- _Collected data_:
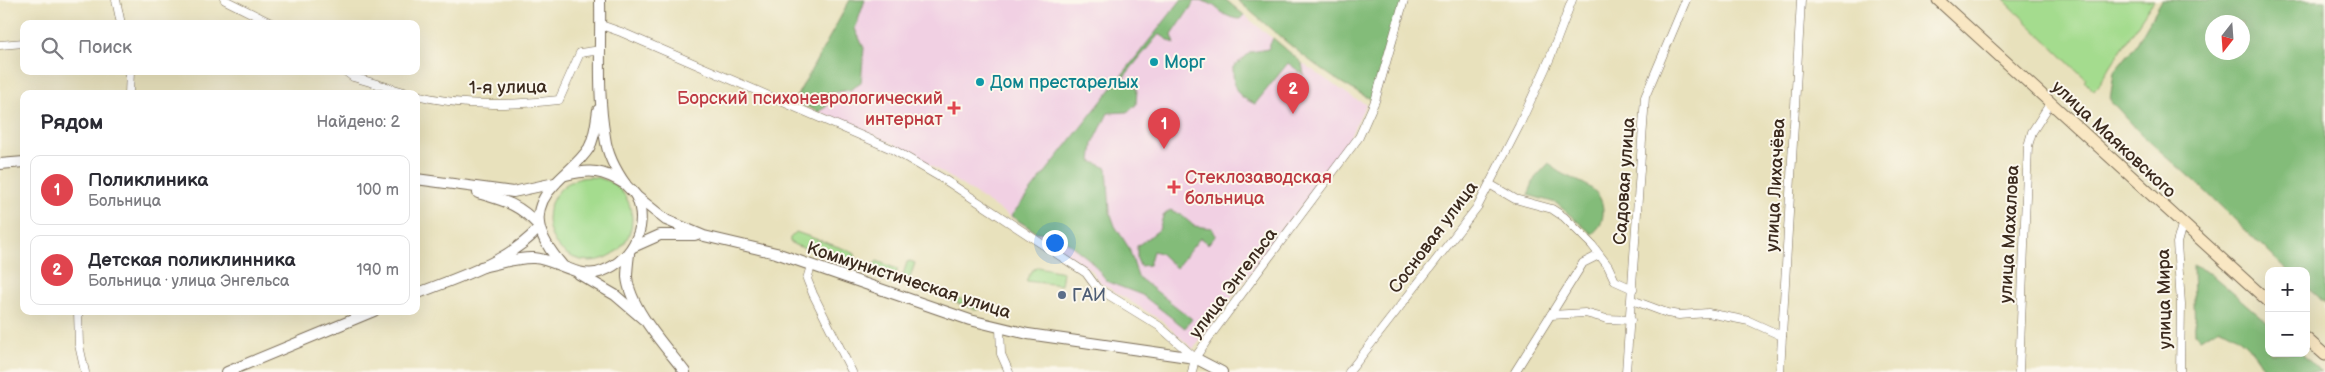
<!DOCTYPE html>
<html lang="ru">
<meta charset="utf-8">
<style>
:root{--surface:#fff;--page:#f7f7f7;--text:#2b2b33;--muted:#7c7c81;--line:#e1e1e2;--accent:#2563eb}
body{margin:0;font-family:"Balsamiq Sans",sans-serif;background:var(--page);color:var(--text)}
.controls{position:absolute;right:15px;bottom:15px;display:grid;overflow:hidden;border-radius:10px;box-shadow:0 5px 20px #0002}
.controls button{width:45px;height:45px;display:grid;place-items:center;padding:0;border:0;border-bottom:1px solid var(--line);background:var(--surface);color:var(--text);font:25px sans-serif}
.compass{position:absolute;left:2205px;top:15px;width:45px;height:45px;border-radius:50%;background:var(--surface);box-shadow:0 5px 20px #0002;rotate:197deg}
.you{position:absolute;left:1054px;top:242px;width:18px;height:18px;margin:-12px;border:4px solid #fff;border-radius:50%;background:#1a73e8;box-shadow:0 0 0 8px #1a73e833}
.badge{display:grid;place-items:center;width:32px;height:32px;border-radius:50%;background:var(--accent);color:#fff;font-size:16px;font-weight:700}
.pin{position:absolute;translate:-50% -41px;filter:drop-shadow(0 1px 2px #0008)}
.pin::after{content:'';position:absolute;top:26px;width:18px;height:15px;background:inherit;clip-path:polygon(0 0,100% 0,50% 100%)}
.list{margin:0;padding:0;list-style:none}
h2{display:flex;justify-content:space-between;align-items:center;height:65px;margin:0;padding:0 20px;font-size:21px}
h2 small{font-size:16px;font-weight:400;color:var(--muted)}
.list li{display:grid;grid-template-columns:32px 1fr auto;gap:15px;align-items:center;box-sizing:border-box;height:70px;margin:0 10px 10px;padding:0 10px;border:1px solid var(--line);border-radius:10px}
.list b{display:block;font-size:19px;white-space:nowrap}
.list p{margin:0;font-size:16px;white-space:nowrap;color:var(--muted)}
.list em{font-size:16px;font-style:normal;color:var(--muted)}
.icon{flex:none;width:28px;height:28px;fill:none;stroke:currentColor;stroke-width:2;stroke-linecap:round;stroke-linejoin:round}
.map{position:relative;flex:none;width:2325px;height:372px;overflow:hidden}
.search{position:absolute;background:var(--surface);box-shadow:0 5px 20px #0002;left:20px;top:20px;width:400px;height:55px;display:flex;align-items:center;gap:12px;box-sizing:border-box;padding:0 18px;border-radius:10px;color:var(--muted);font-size:19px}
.panel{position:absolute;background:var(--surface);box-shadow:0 5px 20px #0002;left:20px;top:90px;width:400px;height:225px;border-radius:10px}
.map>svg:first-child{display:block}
.built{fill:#f1d0e3}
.green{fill:#a4dc8e;stroke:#708356}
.forest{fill:#83bc79;stroke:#5f734c;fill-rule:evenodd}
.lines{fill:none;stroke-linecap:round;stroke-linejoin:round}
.minor-casing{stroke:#786a55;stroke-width:9}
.tertiary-casing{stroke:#786a55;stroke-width:12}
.secondary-casing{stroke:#786a55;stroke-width:13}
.minor{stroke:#fff;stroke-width:8}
.tertiary{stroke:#fff;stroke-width:10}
.secondary{stroke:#f9e7c3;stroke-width:11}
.culture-dot{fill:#0f9aa8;stroke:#fbf7ec;stroke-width:2}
.health-dot{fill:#e0444e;stroke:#fbf7ec;stroke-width:2}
.service-dot{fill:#5c6f8a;stroke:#fbf7ec;stroke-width:2}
.labels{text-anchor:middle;stroke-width:4;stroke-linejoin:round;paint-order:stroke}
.culture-label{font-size:18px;fill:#0d838f;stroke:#fbf7ec;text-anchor:start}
.street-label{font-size:18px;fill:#3b2a1e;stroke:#fbf7ec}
.health-label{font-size:18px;fill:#be3a42;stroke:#fbf7ec;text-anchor:end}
.service-label{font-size:18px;fill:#4e5e75;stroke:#fbf7ec;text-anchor:start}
</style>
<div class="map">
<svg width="2325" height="372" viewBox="0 0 2325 372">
<rect width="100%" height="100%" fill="#fbf7ec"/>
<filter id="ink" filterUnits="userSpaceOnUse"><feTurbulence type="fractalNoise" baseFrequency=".02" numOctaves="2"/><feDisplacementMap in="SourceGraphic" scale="10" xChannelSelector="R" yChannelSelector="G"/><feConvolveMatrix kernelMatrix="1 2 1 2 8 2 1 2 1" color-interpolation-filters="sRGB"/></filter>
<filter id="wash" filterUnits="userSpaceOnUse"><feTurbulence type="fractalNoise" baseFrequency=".0096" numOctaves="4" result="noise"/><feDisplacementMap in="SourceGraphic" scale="20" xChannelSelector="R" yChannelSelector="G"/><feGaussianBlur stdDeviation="1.12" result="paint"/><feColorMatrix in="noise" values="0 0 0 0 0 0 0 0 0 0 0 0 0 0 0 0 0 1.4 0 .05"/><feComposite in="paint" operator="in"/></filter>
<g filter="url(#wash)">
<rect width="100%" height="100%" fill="#e8e1bc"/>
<!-- built -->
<path class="built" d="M850,0h376l76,63 53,36 11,5 -23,46 -150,199 -31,-28 -61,-38 -11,-14 -142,-93 -54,-32 -100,-43z"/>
<!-- green -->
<g class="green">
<path d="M2004,0h150l-60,91 -10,-10 2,-2z"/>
<circle cx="590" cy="219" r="42"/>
<path d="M796,232l54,19 5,3 1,7 -6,3 -55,-19 -5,-3v-4z"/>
<path d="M877,261l20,8v7l-7,3 -16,-6 -2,-7z"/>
<path d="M910,261l5,2 -6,17 72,27 -4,3 -73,-27 -2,-5 5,-16z"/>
<path d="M1038,267l25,5 -2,13 -35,-4 5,-10z"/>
</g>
<!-- forest -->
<g class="forest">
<path d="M850,0h15l-10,29 9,19 -3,35 -11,7 -19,3 -4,13 -8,6 -25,-11z"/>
<path d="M1181,0h45l18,15 -4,4c-24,-2 -21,-19 -45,-18l-23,34 3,9 -16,-10 -36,44 14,11 -1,16 -9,7 -19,1 -15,31 -2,17 16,7 3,44 5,14 14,22 9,29 54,42 -7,9 -43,-33 -34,-13 -18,-22 -32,-25 -22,-3 -25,-16z"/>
<path d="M1237,0h167l-29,101c-52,-24 -95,-65 -138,-101z"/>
<path d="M2162,0h163v303l-19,-16v-16h-18l-87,-84 -59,-52 -32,-35 4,-28 22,-27zM2212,22h30v30h-30z"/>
<path d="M1273,38l29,25 2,12 -16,-12 -33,41c-20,-9 -22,-15 -22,-37l18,-15 17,-3z"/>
<path d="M1549,163c14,20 56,16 54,51 -1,10 -3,13 -11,20l-36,-31 -28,-8 7,-17z"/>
<path d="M1170,210l10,4 14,12 18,2 4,8 -8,8 -8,-6 -24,30 -16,-15 -7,-2 -4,14 -9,1 -3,-7v-13l22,-16 4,-14z"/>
<path d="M2193,265l18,9 58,50v29h32l20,19h-61l3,-5c-9,-17 -25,-33 -43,-39l-20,11 -5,-6z"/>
</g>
</g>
<g filter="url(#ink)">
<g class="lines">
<!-- minor casing -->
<g class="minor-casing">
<g id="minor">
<path d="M116,0l5,24"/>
<path d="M225,0l48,24"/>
<path d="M601,25l20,7 271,117 53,31 141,93 11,15 62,38 35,31"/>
<path d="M0,45l24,-2"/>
<path d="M345,71l8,6 58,17"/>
<path d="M129,94l1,-23"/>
<path d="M416,95c46,12 96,10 143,5l21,-47 21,-3"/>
<path d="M1491,185l24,14 37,10 12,8 28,28 16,21 7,15 18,8"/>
<path d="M811,266l-4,13 6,15 39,78"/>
<path d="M1632,300l35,13 12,2 29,-2 41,8 33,15"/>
<path d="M78,311l1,34 6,27"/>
<path d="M1551,315l34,-2 22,6 24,1"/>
<path d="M1000,328l1,26 8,18"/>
<path d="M1192,372l3,-14 15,-22 149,-199 16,-36 29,-101"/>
<path d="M1349,372l129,-166 41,-80 31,-68 22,-58"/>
<path d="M1515,372l68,-109 16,-8"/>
<path d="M1626,372l19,-275 41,-97"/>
<path d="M1780,372l21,-372"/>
<path d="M2019,372l9,-226 4,-14 18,-28"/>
<path d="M2180,372l1,-68 -4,-61 5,-18"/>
</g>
</g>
<!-- tertiary casing -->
<g class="tertiary-casing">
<g id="tertiary">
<path d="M0,164l24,-2"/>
<path d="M566,175c25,-6 36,-5 59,9"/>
<path d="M416,179l97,13 42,-9"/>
<path d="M478,193c27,8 41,11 60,32"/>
<path d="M636,196l30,24 38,16 72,17 194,67 58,14 167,24 27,14"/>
<path d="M633,247l27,-12h35"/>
<path d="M629,254c-1,8 -2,16 -2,23 3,32 39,70 58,95"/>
<path d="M562,265c-22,-26 -36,-52 -7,-81 11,-12 25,-22 34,-36 6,-11 7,-25 9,-38"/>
<path d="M481,267c17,-3 36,-10 53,-9 20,1 42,19 62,15 33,-8 55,-44 40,-77 -2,-4 -7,-7 -10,-11 -10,-14 -19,-32 -21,-48 -8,-45 -4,-92 -5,-137"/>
<path d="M579,274l36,21 28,24"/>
<path d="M416,294c42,-17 91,-31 122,-65"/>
<path d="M227,372l147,-61"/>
</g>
</g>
<!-- secondary casing -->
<g class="secondary-casing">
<g id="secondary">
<path d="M1938,0l331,302"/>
<path d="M2306,338l19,17"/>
</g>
</g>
<!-- minor -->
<use href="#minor" class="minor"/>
<!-- tertiary -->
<use href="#tertiary" class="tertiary"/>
<!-- secondary -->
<use href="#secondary" class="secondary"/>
</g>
</g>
<!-- markers -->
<g class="culture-dot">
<circle cx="1154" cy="62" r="5"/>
<circle cx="980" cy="82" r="5"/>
</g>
<g class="health-dot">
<path d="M951.5 100.5h5v5h5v5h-5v5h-5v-5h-5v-5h5z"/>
<path d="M1171.5 179.5h5v5h5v5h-5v5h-5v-5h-5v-5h5z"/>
</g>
<circle class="service-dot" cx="1062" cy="295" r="5"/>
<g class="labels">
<!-- culture labels -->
<g class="culture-label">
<text x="1164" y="68">Морг</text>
<text x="990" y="88">Дом престарелых</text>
</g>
<!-- street labels -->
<g class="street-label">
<text transform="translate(508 87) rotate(-1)" y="6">1-я улица</text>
<text transform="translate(2114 139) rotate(43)" y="6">улица Маяковского</text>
<text transform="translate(1624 181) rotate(-86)" y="6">Садовая улица</text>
<text transform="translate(1775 185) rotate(-87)" y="6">улица Лихачёва</text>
<text transform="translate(2009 234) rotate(-87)" y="6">улица Махалова</text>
<text transform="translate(1433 237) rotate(-53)" y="6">Сосновая улица</text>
<text transform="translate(909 280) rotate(18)" y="6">Коммунистическая улица</text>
<text transform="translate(1233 283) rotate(-53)" y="6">улица Энгельса</text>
<text transform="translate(2164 299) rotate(-91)" y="6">улица Мира</text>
</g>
<!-- health labels -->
<g class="health-label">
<text x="943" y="104">Борский психоневрологический<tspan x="943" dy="21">интернат</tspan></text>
<text x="1185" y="183" text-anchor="start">Стеклозаводская<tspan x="1185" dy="21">больница</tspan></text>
</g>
<!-- service labels -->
<g class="service-label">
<text x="1072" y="301">ГАИ</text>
</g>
</g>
</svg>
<div class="controls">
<button>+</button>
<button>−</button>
</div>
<svg class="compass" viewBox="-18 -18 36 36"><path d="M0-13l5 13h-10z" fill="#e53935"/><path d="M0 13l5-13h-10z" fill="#7c7c81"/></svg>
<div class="you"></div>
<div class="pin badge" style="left:1164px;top:149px;background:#e0444e">1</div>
<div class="pin badge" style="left:1293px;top:114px;background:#e0444e">2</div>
<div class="search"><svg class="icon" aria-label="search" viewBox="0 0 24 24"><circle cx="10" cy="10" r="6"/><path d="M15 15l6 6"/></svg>Поиск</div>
<section class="panel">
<h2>Рядом<small>Найдено: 2</small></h2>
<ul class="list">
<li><span class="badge" style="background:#e0444e">1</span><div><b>Поликлиника</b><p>Больница</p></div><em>100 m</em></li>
<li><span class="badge" style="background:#e0444e">2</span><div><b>Детская поликлинника</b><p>Больница · улица Энгельса</p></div><em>190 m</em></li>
</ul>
</section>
</div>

- _TASK TO COMPLETE_: Copy every line of the entries in which "lines" can be found.

- _RESPONSE AREA_:
.lines{fill:none;stroke-linecap:round;stroke-linejoin:round}
<g class="lines">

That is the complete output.